The Central government released the Sovereign Green Bonds Framework. The revenue generated from the issuance of sovereign green bonds will be deployed in public sector projects that help in reducing the carbon intensity of the economy.



  • In Union Budget 2022-23, the Finance Minister Nirmala Sitharaman had announced that sovereign green bonds will be issued for mobilising resources for ‘green projects’.
  • Prior to that, Prime Minister Narendra Modi at COP26 in November 2021 had announced India’s commitments under ‘Panchamrit’ to reduce carbon emissions.
    • Panchamrit is a set of five commitments that the Prime Minister made at the Conference of Parties (COP26) held at Glasgow, UK.
    • These five commitments are –
      • To raise the non-fossil fuel based energy capacity of the country to 500 GW by 2030.
      • By 2030, 50% of the countrys energy requirements would be met using renewable energy sources.
      • The country will reduce the total projected carbon emission by one billion tonnes between now and the year 2030.
      • The carbon intensity of the economy would be reduced to less than 45% by 2030.
      • India would become carbon neutral and achieve net zero emissions by the year 2070.


What are Green Bonds?

  • Green bonds are issued by companies, countries and multilateral organisations to exclusively fund projects that have positive environmental or climate benefits and provide investors with fixed income payments.
  • The projects can include renewable energy, clean transportation and green buildings, among others.
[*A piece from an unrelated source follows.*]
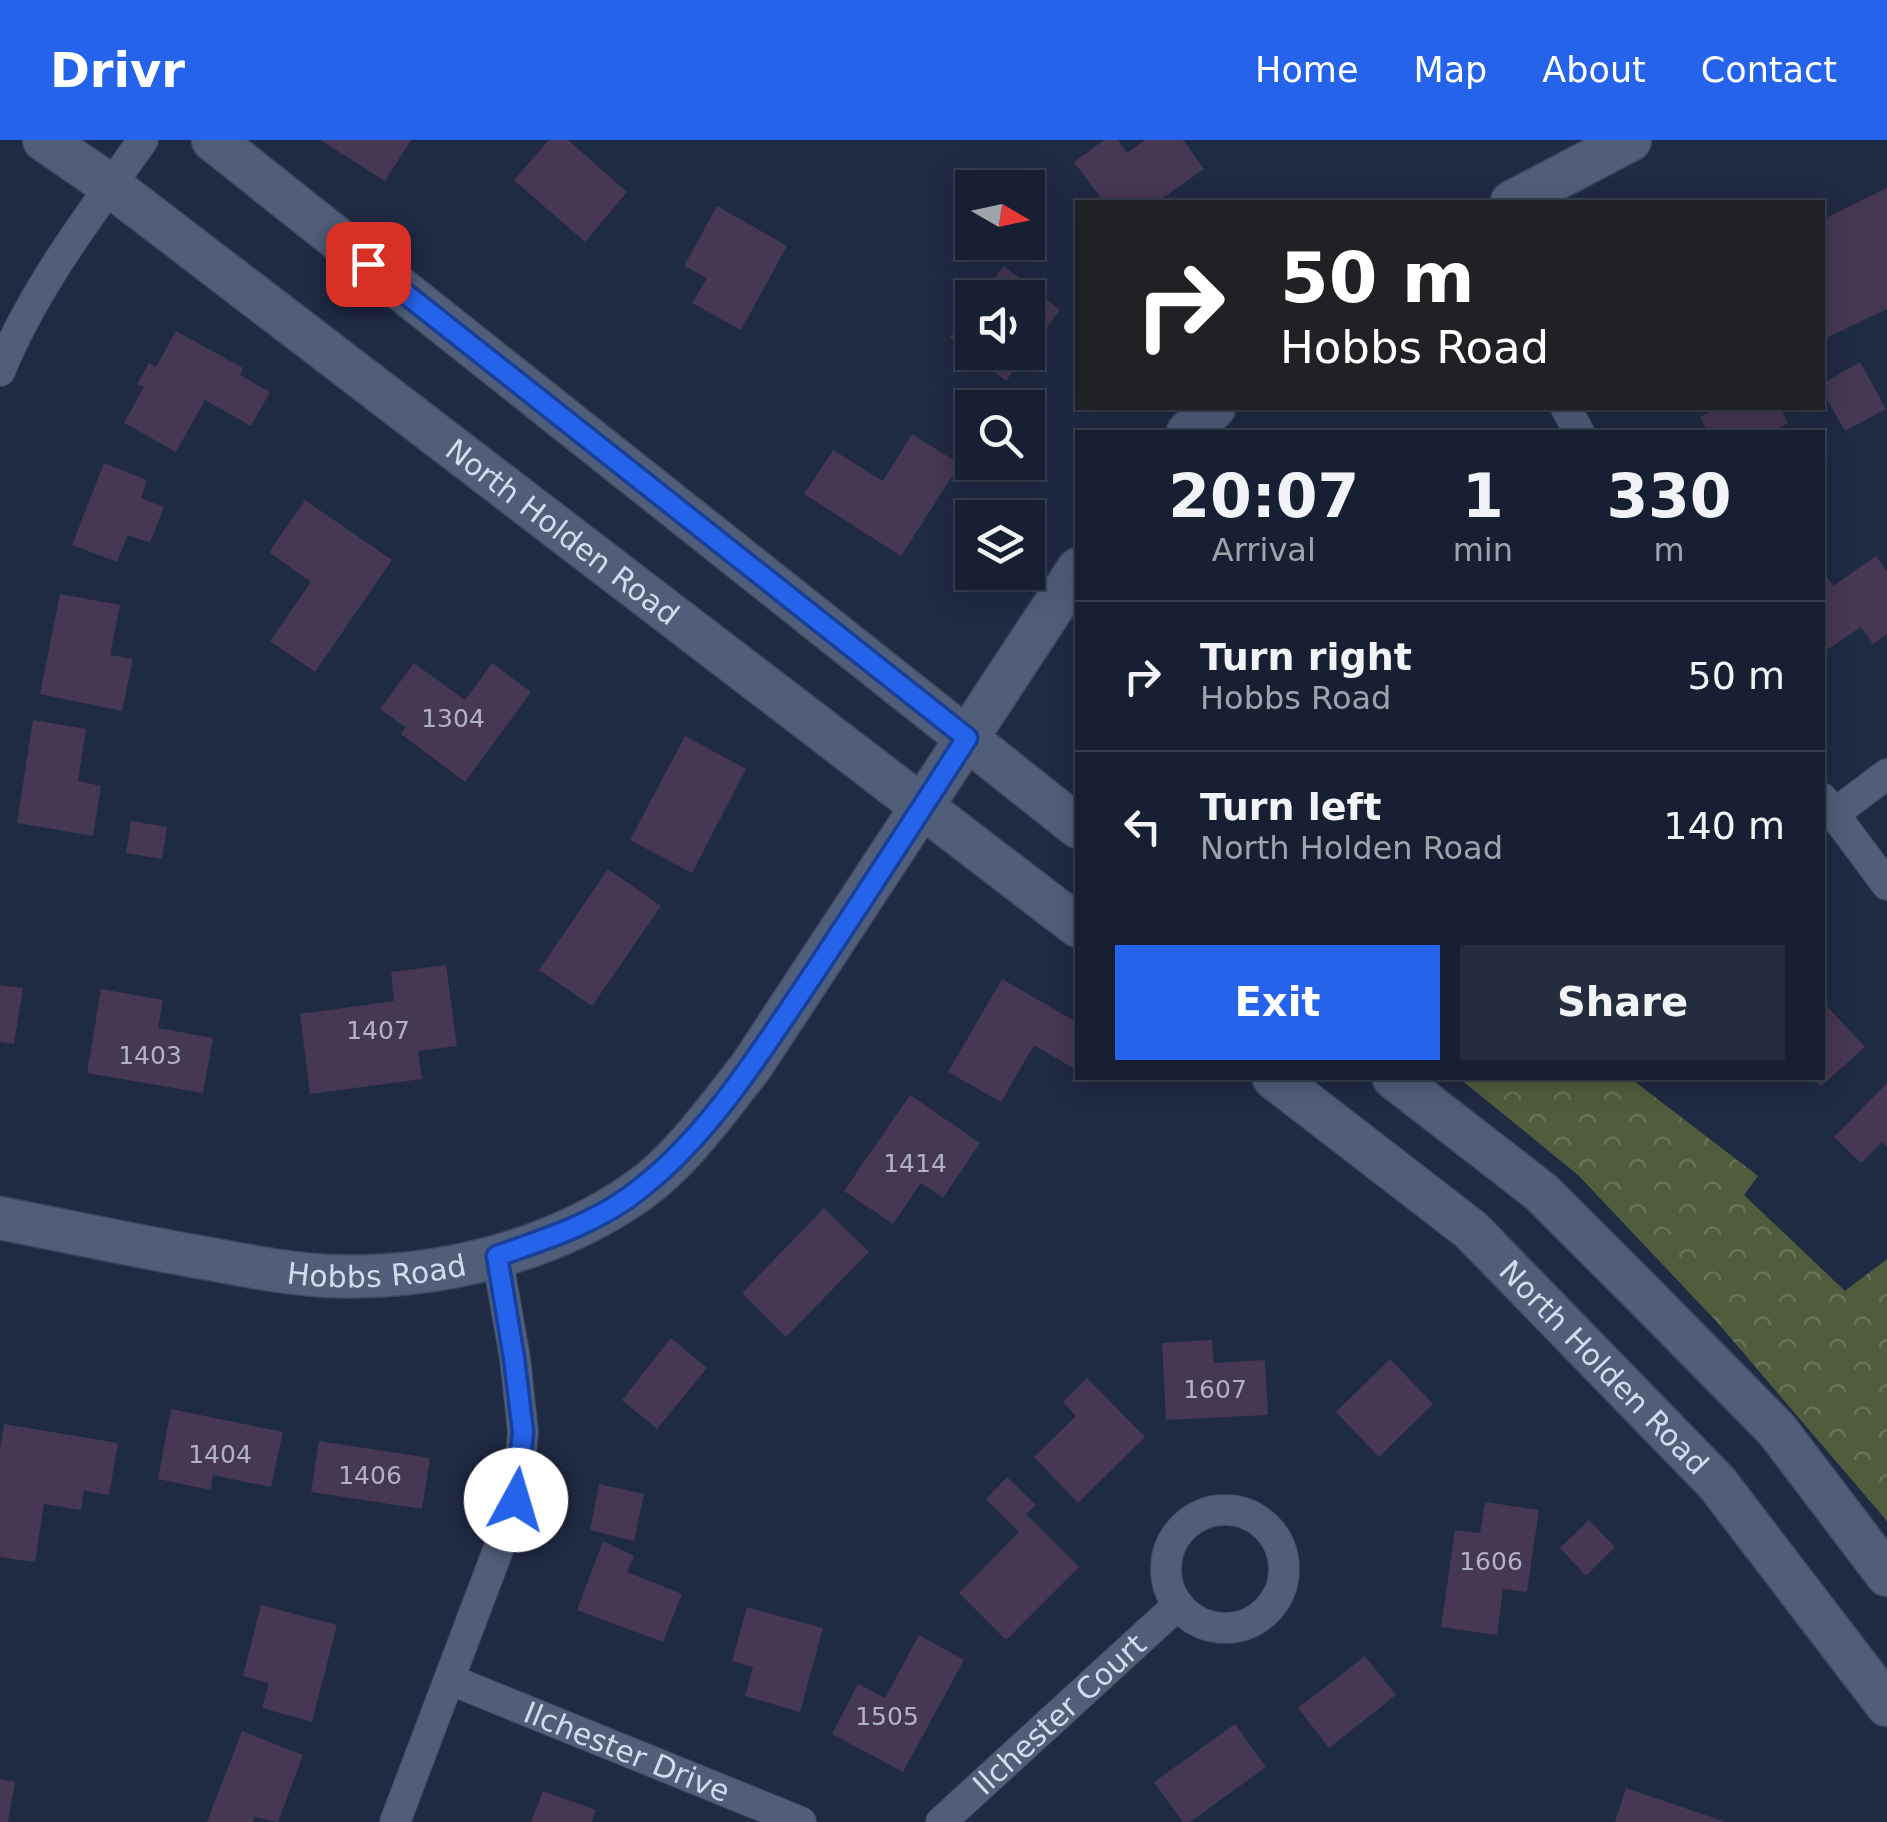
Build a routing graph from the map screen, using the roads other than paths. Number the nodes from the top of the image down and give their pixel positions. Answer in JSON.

Real-world example of Green Bonds

  • The World Bank is a major issuer of green bonds and issued $14.4 billion of green bonds between 2008 and 2020.
  • These funds have been used to support 111 projects around the world, largely in renewable energy and efficiency (33%), clean transportation (27%), and agriculture and land use (15%).
  • By the end of 2020, 24 national governments had issued Sovereign Green, Social and Sustainability bonds totalling a cumulative $111 billion, according to the London-based Climate Bonds Initiative.
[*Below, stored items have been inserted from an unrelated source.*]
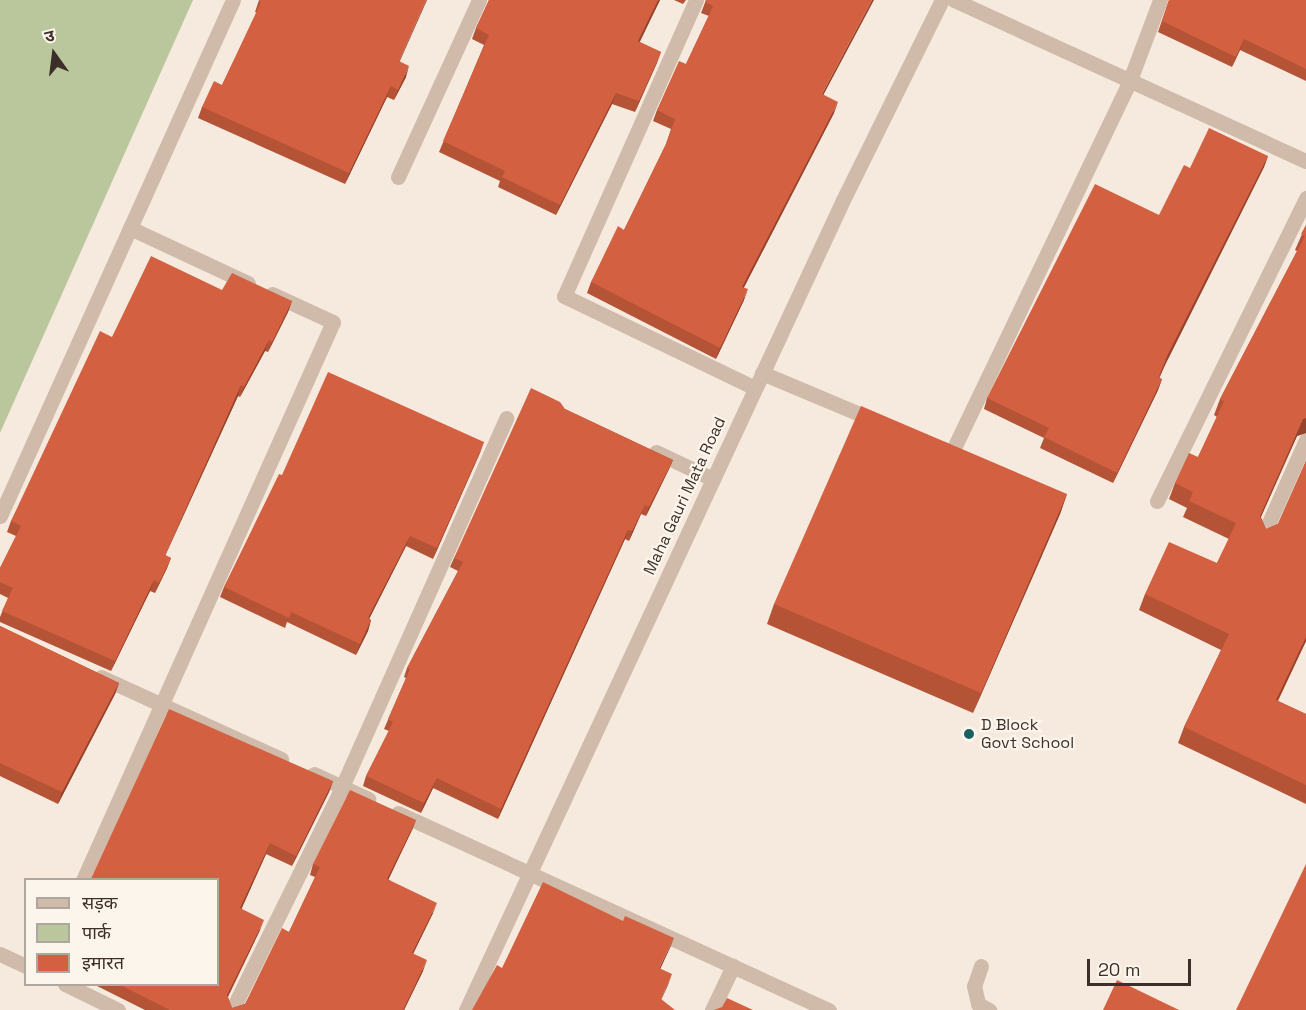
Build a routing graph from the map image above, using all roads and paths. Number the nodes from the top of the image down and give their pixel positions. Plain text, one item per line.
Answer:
1 (233, 0) edge
2 (479, 0) edge
3 (696, 0) edge
4 (942, 0) edge
5 (954, 0) edge
6 (1160, 0) edge
7 (1130, 80) junction
8 (1306, 161) edge
9 (398, 177) dead end
10 (1306, 198) edge
11 (130, 228) junction
12 (762, 373) junction
13 (755, 388) junction
14 (506, 418) dead end
15 (888, 426) edge
16 (1306, 440) edge
17 (931, 443) edge
18 (639, 445) edge
19 (713, 479) junction
20 (1157, 501) dead end
21 (0, 516) edge
22 (1263, 536) edge
23 (87, 670) edge
24 (163, 705) junction
25 (342, 787) junction
26 (530, 873) junction
27 (83, 878) edge
28 (0, 954) edge
29 (24, 965) edge
30 (733, 966) junction
31 (981, 966) dead end
32 (69, 986) edge
33 (118, 1010) edge
34 (231, 1010) edge
35 (466, 1010) edge
36 (712, 1010) edge
37 (829, 1010) edge
38 (989, 1010) edge

1 - 11 street
2 - 9 street
3 - 13 street
4 - 12 street, Maha Gauri Mata Road
5 - 7 street
6 - 7 street
7 - 8 street
7 - 17 street
10 - 20 street
11 - 21 street
11 - 24 street
12 - 13 street, Maha Gauri Mata Road
12 - 15 street
13 - 19 street, Maha Gauri Mata Road
14 - 25 street
16 - 22 street
18 - 19 street
19 - 26 street, Maha Gauri Mata Road
23 - 24 street
24 - 25 street
24 - 27 street
25 - 26 street
25 - 34 street
26 - 30 street
26 - 35 street, Maha Gauri Mata Road
28 - 29 street
30 - 36 street
30 - 37 street
31 - 38 street
32 - 33 street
Indias Sovereign Green Bonds Framework

  • First announced in the Union Budget 2022-23, the proceeds of these green bonds will be issued for mobilising resources for green infrastructure.
  • Aim – To mobilise Rs 16,000 crore through the issuance of green bonds in the current fiscal ending March 2023.
  • Under the framework, the Finance Ministry will, every year, inform the RBI about spending on green projects for which the funds raised through these bonds will be used.


Eligible Projects

  • All eligible green expenditures will include public expenditure undertaken by the government in the form of investment, subsidies, grants-in-aid, or tax foregone (or a combination of all or some of these) or select operational expenditures.
  • R&D expenditures in public sector projects that help in reducing the carbon intensity of the economy and enable country to meet its Sustainable Development Goals (SDGs) are also included in the framework.
  • The eligible expenditures will be limited to government expenditures that occurred maximum 12 months prior to issuance of the green bonds.
  • Sectors not included – Nuclear power generation, landfill projects, alcohol/weapons/tobacco/gaming/palm oil industries and hydropower plants larger than 25 MW have been excluded from the framework.
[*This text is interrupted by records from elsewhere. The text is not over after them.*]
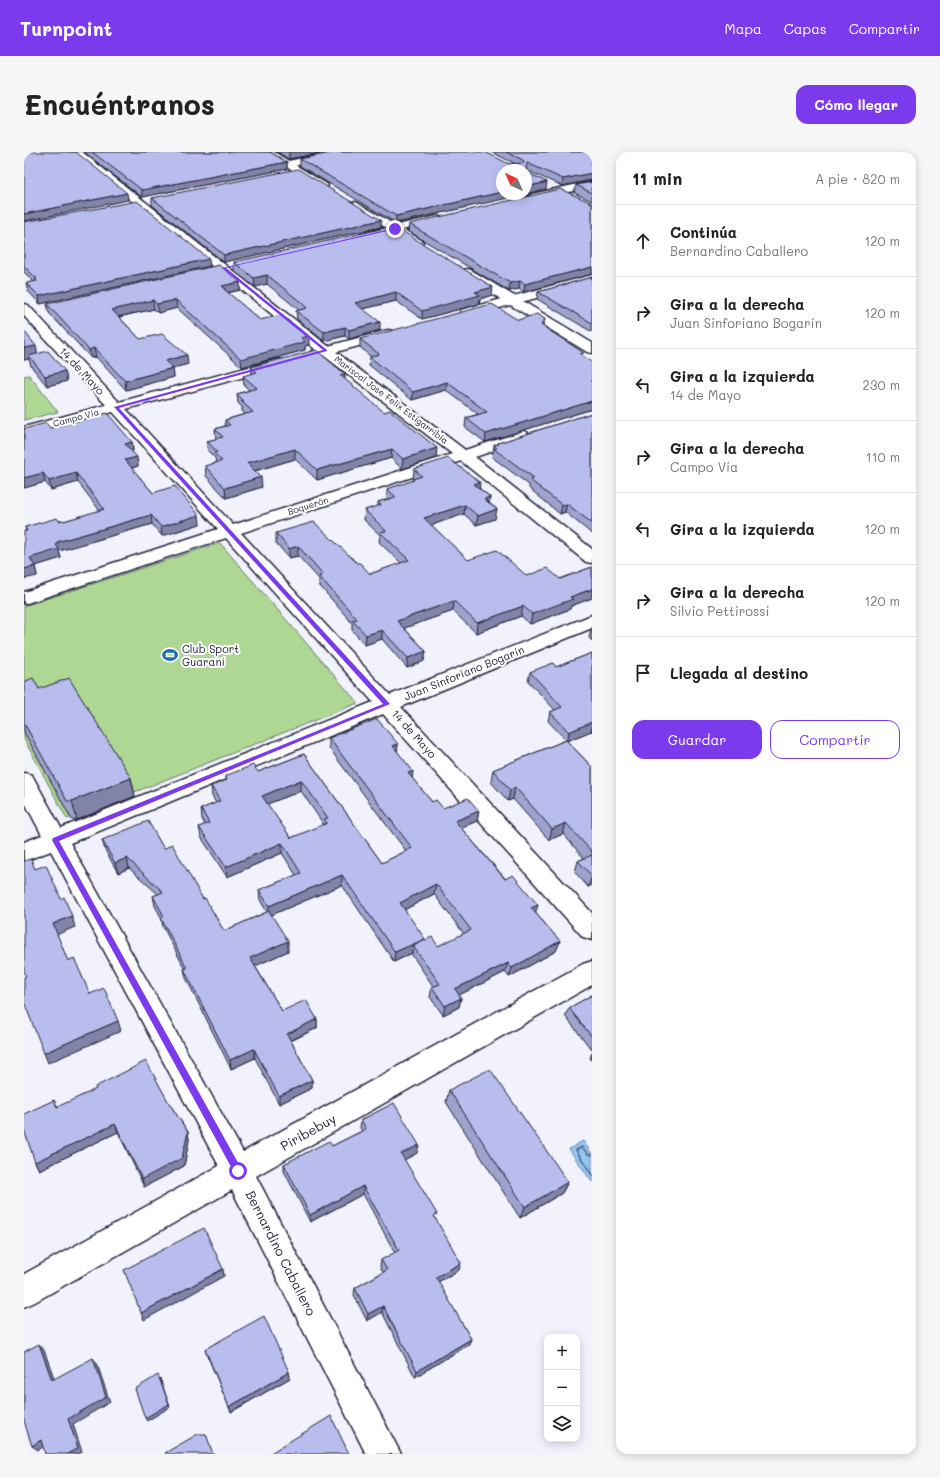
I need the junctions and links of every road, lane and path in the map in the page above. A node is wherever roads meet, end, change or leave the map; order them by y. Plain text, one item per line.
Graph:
1 (78, 152) edge
2 (267, 152) edge
3 (347, 152) edge
4 (286, 169) junction
5 (546, 184) edge
6 (592, 184) edge
7 (560, 191) junction
8 (334, 192) edge
9 (573, 197) edge
10 (532, 198) edge
11 (157, 200) edge
12 (347, 200) edge
13 (142, 202) junction
14 (126, 206) edge
15 (447, 217) edge
16 (395, 229) junction
17 (356, 238) edge
18 (427, 249) edge
19 (239, 264) edge
20 (224, 268) junction
21 (460, 269) edge
22 (209, 271) edge
23 (592, 279) edge
24 (512, 300) junction
25 (30, 311) edge
26 (453, 316) edge
27 (401, 330) edge
28 (592, 349) edge
29 (326, 351) junction
30 (116, 407) junction
31 (539, 431) edge
32 (24, 432) edge
33 (464, 456) junction
34 (229, 532) junction
35 (592, 558) edge
36 (24, 598) edge
37 (592, 621) edge
38 (387, 704) junction
39 (24, 781) edge
40 (55, 840) junction
41 (24, 852) edge
42 (592, 930) edge
43 (592, 972) edge
44 (238, 1171) junction
45 (24, 1291) edge
46 (384, 1454) edge

1 - 13 street, Mariscal Jose Felix Estigarribia
2 - 4 street
3 - 4 street
4 - 8 street
5 - 7 street
6 - 7 street
7 - 9 street
7 - 10 street
11 - 13 street
12 - 16 street
13 - 14 street
13 - 20 street, Mariscal Jose Felix Estigarribia
15 - 16 street
16 - 17 street
16 - 18 street
19 - 20 street
20 - 22 street
20 - 29 street, Mariscal Jose Felix Estigarribia
21 - 24 street
23 - 24 street
24 - 26 street
24 - 28 street
25 - 30 street, 14 de Mayo
27 - 29 street, Campo Vía
29 - 30 street, Campo Vía
29 - 33 street, Mariscal Jose Felix Estigarribia
30 - 32 street, Campo Vía
30 - 34 street, 14 de Mayo
31 - 33 street, Boquerón
33 - 34 street, Boquerón
33 - 35 street, Mariscal Jose Felix Estigarribia
34 - 36 street, Boquerón
34 - 38 street, 14 de Mayo
37 - 38 street, Juan Sinforiano Bogarín
38 - 40 street, Juan Sinforiano Bogarín
38 - 42 street, 14 de Mayo
39 - 40 street, Bernardino Caballero
40 - 41 street, Juan Sinforiano Bogarín
40 - 44 street, Bernardino Caballero
43 - 44 street, Piribebuy
44 - 45 street, Piribebuy
44 - 46 street, Bernardino Caballero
Where will the proceeds go?

  • The framework sets forth the obligations of the Government of India as a green bond issuer.
  • The proceeds from the green bonds issuance will be deposited in the Consolidated Fund of India (CFI) in line with the regular treasury policy, and then funds from the CFI will be made available for the eligible green projects.


Implementing Agency

  • The Ministry of Finance has constituted a Green Finance Working Committee (GFWC) including members from relevant line ministries and chaired by the Chief Economic Advisor.
  • The GFWC will meet at least twice a year to support the Ministry of Finance with selection and evaluation of projects and other work related to the Framework.
  • Initial evaluation of the project will be the responsibility of the concerned Ministry/Department in consultation with experts.
  • The allocation of the proceeds will be reviewed in a time-bound manner by the GFWC to ensure that the allocation of proceeds is completed within 24 months from the date of issuance.